_TASK DESCRIPTION_
Comb through the entries for "path" and pull out each line that holds it.

_ENTRIES PROVIDED_
_ _ _

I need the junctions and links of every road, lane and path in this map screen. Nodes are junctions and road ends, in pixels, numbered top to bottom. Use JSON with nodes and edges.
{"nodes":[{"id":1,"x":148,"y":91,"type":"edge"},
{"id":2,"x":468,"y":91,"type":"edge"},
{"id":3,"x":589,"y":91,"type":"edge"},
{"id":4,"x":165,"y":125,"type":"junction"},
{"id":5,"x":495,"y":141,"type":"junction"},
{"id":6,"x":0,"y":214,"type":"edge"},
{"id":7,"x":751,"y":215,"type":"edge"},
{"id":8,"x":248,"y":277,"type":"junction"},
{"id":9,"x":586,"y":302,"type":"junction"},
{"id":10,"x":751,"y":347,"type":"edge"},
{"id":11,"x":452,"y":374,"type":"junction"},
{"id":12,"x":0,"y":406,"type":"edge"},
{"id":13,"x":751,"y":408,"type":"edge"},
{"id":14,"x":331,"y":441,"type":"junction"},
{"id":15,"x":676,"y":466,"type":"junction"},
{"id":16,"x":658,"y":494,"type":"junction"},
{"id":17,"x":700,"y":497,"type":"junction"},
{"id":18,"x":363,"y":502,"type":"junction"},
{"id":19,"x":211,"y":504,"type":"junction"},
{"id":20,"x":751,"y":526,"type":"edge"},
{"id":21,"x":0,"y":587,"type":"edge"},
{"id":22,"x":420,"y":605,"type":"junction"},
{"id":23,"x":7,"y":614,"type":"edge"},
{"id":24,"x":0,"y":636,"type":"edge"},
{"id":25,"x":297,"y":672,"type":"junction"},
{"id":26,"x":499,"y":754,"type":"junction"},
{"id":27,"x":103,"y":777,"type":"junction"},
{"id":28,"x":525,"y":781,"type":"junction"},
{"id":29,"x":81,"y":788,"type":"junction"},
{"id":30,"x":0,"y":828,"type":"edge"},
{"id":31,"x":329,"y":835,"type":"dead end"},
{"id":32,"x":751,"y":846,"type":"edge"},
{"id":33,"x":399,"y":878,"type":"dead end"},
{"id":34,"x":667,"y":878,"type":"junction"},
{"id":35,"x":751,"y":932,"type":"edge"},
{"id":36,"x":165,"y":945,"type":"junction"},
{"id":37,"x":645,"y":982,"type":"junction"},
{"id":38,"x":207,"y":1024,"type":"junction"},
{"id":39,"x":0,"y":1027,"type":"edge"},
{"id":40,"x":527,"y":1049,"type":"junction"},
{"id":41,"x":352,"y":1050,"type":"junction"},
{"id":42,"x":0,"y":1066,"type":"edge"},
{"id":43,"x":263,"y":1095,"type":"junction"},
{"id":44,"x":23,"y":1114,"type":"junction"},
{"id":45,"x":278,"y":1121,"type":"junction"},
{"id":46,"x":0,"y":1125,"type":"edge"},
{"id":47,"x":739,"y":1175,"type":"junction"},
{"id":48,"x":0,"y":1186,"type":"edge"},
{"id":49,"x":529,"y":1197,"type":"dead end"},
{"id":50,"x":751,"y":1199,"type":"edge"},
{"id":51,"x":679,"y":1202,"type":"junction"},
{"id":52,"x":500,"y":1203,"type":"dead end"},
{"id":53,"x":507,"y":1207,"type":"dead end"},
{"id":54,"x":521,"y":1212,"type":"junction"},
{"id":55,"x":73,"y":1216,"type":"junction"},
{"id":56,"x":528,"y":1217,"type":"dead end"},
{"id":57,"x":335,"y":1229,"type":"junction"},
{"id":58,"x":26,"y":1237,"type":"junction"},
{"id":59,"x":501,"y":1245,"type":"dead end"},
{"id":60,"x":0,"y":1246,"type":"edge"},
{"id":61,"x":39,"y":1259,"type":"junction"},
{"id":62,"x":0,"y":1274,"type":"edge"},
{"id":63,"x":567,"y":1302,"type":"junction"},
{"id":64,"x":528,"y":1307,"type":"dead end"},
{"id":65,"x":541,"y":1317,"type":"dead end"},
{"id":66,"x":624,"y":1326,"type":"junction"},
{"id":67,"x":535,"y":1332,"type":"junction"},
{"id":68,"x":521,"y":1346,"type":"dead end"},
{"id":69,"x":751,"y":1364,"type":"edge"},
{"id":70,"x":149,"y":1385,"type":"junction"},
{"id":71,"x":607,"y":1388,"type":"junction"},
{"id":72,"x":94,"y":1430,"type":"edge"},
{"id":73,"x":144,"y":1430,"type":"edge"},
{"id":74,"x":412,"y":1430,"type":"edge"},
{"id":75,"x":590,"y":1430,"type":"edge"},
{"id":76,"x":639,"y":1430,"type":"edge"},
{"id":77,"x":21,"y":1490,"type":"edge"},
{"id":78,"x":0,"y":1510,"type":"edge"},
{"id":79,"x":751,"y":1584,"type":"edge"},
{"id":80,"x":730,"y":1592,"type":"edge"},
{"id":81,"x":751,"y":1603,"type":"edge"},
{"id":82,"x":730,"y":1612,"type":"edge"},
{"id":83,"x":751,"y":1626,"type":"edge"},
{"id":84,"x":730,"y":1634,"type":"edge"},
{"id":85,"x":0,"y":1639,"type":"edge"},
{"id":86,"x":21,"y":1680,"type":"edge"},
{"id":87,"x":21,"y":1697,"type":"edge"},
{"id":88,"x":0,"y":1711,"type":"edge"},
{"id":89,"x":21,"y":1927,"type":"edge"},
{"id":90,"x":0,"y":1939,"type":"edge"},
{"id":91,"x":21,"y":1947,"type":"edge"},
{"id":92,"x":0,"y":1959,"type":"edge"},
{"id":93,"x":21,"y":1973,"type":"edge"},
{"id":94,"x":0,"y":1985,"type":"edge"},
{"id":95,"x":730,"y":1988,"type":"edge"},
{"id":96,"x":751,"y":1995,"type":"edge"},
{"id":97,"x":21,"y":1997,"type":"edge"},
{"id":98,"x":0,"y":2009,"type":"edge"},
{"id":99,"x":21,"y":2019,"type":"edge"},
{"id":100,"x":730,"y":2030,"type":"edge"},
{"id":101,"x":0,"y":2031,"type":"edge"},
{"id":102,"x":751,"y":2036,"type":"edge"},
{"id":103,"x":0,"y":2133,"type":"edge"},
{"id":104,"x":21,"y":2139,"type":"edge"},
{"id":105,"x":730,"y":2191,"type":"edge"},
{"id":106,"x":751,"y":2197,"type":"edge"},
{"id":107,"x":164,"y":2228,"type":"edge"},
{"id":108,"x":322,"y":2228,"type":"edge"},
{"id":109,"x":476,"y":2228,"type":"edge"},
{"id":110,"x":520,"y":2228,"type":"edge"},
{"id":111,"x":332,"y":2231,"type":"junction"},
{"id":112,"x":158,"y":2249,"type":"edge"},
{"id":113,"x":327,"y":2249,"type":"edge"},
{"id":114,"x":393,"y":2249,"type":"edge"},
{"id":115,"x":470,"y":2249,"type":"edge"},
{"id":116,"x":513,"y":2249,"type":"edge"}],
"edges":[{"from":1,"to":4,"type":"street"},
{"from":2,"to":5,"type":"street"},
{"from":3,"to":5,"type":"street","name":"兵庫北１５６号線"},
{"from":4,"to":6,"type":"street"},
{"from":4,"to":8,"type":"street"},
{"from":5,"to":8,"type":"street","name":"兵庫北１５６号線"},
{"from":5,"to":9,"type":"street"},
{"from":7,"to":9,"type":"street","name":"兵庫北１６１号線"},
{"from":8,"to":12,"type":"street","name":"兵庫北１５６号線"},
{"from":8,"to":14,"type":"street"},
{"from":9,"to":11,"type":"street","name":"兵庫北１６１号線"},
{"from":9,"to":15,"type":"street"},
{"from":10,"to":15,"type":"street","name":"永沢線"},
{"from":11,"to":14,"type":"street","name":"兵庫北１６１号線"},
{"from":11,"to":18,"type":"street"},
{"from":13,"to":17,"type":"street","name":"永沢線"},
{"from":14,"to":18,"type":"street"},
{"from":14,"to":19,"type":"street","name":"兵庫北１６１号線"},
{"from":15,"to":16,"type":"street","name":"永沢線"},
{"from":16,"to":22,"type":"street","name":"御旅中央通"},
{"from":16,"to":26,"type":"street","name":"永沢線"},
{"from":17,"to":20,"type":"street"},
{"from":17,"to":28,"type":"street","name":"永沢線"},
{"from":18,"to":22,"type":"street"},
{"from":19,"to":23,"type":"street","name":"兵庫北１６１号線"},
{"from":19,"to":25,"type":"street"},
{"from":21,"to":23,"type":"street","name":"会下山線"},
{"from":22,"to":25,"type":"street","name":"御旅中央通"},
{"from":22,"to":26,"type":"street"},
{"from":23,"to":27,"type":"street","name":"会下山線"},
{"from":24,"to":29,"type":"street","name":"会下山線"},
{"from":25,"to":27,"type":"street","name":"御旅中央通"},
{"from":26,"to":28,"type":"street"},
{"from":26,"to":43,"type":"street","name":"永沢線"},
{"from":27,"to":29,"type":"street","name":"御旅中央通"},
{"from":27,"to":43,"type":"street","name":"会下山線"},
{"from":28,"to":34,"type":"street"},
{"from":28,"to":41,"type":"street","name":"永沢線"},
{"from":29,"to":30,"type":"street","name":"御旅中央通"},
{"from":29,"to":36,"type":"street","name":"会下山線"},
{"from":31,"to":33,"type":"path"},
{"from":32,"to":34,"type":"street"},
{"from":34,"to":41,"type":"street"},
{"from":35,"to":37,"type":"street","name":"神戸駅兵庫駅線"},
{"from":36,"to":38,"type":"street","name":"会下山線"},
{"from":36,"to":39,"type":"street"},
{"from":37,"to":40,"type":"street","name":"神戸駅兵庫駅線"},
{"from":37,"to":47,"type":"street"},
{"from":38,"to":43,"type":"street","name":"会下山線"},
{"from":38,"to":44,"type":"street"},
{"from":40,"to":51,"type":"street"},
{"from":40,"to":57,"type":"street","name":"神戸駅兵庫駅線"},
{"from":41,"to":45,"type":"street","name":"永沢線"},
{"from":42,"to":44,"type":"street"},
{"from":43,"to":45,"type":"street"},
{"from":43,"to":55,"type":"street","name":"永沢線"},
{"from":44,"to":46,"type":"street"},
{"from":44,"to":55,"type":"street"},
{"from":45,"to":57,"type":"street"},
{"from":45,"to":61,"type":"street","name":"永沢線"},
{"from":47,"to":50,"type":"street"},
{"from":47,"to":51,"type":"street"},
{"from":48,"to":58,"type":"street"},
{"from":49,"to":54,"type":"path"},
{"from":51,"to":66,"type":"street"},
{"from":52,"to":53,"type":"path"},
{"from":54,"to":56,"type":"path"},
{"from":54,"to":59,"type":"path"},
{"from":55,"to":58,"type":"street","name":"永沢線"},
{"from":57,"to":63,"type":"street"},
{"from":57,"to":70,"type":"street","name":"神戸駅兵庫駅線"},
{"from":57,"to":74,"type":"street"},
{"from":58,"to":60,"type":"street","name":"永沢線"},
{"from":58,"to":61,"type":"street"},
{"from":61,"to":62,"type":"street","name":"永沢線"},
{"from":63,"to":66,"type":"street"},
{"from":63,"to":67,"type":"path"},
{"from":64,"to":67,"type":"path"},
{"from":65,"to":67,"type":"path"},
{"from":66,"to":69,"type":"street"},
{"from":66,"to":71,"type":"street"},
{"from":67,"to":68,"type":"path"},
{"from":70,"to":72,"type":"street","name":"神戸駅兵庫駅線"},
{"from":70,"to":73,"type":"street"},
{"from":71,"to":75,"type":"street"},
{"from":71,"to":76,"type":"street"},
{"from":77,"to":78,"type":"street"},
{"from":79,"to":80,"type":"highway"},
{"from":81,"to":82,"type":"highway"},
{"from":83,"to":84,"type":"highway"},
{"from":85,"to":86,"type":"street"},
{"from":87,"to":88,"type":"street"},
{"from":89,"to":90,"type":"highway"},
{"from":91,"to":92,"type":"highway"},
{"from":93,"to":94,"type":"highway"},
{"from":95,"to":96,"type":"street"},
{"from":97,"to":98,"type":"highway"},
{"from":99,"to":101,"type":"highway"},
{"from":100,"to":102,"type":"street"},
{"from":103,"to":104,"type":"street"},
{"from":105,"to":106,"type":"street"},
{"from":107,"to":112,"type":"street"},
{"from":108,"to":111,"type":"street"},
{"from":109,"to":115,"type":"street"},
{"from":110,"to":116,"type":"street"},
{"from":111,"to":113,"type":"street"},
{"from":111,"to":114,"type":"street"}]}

_ _ _

_ANSWER BOX_
I need the junctions and links of every road, lane and path in this map screen. Nodes are junctions and road ends, in pixels, numbered top to bottom. Use JSON with nodes and edges.
{"from":31,"to":33,"type":"path"},
{"from":49,"to":54,"type":"path"},
{"from":52,"to":53,"type":"path"},
{"from":54,"to":56,"type":"path"},
{"from":54,"to":59,"type":"path"},
{"from":63,"to":67,"type":"path"},
{"from":64,"to":67,"type":"path"},
{"from":65,"to":67,"type":"path"},
{"from":67,"to":68,"type":"path"},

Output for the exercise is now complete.